In the data below, how many lines contain the string "东四路辅路"? Reply with the number only.

(Stored data entries)
***

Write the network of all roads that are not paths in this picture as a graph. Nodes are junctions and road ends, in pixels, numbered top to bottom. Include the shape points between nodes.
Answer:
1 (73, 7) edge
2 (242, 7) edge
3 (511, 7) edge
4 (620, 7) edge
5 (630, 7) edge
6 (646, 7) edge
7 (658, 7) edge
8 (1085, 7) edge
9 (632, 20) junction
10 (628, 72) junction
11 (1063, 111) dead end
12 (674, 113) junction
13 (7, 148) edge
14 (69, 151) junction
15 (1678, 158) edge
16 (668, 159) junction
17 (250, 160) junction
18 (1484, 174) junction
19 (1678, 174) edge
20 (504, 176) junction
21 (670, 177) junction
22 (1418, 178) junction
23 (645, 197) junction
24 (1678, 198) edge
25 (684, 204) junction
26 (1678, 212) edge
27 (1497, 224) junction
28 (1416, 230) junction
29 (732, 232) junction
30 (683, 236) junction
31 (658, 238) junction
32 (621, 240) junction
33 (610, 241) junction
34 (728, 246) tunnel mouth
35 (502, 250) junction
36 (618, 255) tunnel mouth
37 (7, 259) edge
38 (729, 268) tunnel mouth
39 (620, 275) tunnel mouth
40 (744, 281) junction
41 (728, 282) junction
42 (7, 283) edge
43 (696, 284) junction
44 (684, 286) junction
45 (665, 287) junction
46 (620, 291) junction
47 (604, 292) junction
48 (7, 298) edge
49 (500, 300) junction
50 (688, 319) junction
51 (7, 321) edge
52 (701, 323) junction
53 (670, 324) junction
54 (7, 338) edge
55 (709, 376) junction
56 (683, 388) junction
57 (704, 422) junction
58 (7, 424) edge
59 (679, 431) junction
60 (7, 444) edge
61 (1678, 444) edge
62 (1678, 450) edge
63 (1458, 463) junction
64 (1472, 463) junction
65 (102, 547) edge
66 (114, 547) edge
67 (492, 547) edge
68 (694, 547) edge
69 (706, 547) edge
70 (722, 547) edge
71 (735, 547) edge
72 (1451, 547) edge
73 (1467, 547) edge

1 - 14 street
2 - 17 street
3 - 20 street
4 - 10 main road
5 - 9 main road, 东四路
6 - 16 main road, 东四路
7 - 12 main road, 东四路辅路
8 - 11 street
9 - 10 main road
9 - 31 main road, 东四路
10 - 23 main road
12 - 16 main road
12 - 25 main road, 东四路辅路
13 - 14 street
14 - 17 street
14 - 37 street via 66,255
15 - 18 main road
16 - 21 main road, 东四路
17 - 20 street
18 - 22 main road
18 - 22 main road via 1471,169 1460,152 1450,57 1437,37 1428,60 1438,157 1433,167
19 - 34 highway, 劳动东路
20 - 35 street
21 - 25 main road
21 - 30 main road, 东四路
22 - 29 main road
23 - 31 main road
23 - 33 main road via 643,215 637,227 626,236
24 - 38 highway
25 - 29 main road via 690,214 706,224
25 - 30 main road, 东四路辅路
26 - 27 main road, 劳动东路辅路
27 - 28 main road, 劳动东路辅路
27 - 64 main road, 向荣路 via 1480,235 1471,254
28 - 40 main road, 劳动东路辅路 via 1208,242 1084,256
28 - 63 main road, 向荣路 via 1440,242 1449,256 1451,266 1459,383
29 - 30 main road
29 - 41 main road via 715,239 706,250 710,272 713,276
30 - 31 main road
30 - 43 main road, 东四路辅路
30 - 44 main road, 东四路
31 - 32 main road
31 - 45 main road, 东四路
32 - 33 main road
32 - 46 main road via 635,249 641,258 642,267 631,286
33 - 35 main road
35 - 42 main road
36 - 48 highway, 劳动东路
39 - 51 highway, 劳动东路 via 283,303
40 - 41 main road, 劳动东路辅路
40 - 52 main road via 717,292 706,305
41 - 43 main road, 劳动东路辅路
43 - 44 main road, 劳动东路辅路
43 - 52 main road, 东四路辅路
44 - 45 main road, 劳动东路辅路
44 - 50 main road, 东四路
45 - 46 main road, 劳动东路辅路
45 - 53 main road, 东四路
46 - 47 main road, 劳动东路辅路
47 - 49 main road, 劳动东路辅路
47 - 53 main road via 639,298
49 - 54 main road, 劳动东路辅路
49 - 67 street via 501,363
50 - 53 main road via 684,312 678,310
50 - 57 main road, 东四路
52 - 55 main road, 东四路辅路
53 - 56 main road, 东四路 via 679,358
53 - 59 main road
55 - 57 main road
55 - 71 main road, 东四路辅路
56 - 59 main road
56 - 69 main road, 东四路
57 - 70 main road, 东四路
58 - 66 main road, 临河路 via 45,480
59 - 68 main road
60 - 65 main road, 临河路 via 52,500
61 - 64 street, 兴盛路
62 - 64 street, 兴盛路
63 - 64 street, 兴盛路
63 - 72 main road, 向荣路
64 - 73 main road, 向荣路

***

• **SOLVED PROBLEM**:
7